=== Begin Enclosure ===

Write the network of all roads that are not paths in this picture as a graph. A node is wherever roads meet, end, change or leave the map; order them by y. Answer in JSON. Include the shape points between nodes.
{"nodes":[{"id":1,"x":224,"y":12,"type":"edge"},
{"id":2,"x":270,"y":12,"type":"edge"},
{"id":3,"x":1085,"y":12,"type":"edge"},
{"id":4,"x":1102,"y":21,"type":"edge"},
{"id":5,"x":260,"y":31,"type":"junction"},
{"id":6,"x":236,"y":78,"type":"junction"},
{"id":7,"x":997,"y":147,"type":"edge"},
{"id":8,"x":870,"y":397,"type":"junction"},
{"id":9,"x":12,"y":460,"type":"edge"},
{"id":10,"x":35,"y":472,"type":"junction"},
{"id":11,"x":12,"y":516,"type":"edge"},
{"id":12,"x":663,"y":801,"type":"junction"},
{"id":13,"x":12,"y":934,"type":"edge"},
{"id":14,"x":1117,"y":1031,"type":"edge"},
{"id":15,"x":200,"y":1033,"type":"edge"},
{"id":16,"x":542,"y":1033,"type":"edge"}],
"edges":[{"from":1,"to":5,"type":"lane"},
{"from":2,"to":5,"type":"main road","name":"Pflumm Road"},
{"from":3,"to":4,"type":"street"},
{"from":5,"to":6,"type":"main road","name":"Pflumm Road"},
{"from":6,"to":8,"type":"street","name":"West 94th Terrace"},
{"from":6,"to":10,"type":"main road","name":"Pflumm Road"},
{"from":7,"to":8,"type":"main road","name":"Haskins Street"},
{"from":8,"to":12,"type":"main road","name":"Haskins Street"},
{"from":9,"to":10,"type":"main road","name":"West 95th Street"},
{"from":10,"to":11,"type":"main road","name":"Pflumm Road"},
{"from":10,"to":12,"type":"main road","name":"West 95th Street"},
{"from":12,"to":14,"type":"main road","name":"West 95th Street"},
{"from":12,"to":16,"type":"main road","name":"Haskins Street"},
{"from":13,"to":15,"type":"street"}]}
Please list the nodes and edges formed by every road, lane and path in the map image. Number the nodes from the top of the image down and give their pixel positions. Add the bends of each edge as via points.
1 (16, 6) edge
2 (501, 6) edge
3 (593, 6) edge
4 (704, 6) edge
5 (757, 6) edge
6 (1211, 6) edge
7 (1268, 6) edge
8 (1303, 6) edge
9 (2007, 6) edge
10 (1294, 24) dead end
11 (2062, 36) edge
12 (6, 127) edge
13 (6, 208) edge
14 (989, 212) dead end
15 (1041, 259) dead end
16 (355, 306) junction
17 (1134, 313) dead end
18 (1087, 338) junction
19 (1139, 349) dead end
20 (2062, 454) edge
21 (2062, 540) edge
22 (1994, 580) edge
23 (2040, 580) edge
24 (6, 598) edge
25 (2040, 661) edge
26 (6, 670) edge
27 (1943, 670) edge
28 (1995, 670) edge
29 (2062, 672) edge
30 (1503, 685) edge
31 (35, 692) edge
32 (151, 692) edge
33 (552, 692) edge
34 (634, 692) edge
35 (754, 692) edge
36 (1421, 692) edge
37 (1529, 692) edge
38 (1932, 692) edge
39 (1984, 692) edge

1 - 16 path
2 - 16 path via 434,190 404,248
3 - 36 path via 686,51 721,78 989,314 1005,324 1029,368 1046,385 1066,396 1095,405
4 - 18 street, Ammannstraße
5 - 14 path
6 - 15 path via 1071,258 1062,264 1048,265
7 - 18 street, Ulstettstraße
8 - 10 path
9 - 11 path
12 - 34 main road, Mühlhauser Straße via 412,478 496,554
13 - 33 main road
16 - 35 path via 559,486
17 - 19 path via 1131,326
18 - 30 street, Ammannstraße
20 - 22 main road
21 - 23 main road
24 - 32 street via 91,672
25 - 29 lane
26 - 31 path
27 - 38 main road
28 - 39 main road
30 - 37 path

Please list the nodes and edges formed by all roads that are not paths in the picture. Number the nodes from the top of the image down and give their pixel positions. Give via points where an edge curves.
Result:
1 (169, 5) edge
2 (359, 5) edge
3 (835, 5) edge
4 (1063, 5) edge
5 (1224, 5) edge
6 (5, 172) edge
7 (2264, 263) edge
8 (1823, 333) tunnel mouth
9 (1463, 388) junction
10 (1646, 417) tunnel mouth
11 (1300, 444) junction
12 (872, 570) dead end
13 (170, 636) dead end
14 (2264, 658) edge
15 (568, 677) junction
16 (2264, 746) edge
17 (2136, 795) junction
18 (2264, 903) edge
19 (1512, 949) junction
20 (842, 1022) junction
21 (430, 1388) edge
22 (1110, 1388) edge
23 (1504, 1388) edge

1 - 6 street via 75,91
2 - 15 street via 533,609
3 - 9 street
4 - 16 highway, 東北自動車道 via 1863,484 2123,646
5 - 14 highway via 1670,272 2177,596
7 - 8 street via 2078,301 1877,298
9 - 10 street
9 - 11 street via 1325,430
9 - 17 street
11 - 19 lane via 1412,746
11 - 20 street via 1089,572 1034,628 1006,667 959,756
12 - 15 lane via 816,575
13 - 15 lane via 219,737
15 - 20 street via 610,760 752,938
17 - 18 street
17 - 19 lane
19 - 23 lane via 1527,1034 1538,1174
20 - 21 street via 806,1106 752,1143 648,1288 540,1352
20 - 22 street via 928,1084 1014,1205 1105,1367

=== End Enclosure ===

● **EXERCISE DIRECTIONS**: The answer should be nothing but the number of lines above that contain "Pflumm".

● **RESULT OF THIS EXERCISE**: 4